## The task
Show each line of the listing in which the word "Quinze" occurs.

## Source data
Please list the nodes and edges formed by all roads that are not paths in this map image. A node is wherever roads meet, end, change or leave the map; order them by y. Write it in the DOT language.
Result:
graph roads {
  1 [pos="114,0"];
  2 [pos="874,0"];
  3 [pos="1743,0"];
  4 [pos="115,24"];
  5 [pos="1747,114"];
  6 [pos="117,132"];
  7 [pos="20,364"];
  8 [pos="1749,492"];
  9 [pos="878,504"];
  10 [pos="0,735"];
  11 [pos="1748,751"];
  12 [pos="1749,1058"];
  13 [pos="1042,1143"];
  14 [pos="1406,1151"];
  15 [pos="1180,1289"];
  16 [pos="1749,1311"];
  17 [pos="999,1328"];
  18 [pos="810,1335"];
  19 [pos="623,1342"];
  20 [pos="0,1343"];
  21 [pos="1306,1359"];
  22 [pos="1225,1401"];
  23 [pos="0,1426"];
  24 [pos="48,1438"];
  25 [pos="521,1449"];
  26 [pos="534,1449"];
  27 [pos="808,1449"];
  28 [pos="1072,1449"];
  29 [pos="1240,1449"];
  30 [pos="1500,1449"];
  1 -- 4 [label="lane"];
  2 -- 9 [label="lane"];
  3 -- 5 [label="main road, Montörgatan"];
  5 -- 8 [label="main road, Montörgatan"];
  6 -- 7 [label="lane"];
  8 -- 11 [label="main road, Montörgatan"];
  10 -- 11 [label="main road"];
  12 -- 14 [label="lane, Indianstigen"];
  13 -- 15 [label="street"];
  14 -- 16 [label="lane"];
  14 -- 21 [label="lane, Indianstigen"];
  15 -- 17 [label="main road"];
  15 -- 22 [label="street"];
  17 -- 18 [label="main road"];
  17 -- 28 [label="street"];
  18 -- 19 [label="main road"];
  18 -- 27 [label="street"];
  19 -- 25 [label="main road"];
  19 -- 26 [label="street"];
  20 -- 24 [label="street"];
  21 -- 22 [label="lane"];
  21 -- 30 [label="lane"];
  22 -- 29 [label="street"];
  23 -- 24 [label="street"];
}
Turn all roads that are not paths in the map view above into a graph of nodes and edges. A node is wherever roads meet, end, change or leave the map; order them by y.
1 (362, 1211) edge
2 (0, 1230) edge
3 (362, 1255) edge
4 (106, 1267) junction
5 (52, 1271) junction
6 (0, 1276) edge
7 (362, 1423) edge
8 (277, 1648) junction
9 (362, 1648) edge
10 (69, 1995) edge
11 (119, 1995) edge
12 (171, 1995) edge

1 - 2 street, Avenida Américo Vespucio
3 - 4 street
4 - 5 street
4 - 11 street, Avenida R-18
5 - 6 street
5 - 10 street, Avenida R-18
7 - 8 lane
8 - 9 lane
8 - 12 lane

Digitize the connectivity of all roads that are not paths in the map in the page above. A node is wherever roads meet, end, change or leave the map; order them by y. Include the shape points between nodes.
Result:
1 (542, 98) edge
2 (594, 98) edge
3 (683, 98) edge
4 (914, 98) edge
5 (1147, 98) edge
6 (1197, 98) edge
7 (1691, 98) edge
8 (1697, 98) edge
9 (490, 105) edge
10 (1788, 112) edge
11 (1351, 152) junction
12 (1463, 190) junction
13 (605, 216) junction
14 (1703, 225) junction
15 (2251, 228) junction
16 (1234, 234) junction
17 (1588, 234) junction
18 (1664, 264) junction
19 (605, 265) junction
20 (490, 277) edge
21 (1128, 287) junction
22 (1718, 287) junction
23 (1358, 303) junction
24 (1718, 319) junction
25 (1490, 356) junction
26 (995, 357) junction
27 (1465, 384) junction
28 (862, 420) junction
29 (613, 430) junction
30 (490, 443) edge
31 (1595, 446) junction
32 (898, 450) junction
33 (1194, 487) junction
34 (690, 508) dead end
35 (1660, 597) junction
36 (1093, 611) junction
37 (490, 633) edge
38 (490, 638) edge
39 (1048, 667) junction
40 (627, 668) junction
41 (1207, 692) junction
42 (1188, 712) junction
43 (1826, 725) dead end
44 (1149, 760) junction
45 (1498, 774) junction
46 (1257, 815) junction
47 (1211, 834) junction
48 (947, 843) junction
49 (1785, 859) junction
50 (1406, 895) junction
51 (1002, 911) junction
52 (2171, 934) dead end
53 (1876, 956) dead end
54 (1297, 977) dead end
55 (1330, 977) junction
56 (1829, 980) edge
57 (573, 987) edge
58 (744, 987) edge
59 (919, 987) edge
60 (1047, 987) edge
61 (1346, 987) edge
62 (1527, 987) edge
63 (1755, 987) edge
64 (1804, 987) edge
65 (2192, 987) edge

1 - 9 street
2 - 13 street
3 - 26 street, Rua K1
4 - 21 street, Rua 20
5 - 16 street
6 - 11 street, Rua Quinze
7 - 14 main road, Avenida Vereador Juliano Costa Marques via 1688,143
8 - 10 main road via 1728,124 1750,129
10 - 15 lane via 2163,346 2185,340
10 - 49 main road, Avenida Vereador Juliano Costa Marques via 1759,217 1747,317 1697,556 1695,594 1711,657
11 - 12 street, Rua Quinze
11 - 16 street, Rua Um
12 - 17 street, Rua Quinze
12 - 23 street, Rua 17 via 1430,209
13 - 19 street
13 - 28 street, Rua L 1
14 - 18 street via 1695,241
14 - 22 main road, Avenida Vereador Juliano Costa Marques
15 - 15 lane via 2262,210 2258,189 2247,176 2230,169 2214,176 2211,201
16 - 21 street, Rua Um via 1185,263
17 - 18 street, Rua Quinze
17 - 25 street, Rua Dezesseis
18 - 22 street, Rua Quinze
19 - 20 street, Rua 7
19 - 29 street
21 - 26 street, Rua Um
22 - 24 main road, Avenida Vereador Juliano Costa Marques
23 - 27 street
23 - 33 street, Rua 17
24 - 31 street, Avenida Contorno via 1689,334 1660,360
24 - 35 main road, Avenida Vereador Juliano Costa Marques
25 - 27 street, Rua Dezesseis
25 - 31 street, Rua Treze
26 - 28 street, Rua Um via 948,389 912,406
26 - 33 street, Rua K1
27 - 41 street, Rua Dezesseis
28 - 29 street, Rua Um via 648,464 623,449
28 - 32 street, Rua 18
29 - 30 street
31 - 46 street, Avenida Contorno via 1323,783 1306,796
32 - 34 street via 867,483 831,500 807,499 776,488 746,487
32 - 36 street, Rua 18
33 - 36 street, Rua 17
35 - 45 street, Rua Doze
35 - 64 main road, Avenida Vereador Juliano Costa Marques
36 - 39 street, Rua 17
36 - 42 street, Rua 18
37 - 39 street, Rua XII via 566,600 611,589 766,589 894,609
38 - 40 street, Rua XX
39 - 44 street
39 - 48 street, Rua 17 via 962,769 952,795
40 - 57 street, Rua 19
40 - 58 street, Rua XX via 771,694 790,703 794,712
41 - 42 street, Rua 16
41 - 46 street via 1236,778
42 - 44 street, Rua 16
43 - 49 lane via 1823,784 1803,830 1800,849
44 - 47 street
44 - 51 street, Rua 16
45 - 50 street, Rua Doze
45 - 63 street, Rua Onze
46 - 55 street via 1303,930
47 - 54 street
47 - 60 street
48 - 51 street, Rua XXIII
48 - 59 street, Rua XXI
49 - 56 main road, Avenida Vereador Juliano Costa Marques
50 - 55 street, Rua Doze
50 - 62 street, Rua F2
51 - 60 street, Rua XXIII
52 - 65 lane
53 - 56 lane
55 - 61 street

## Task output
6 - 11 street, Rua Quinze
11 - 12 street, Rua Quinze
12 - 17 street, Rua Quinze
17 - 18 street, Rua Quinze
18 - 22 street, Rua Quinze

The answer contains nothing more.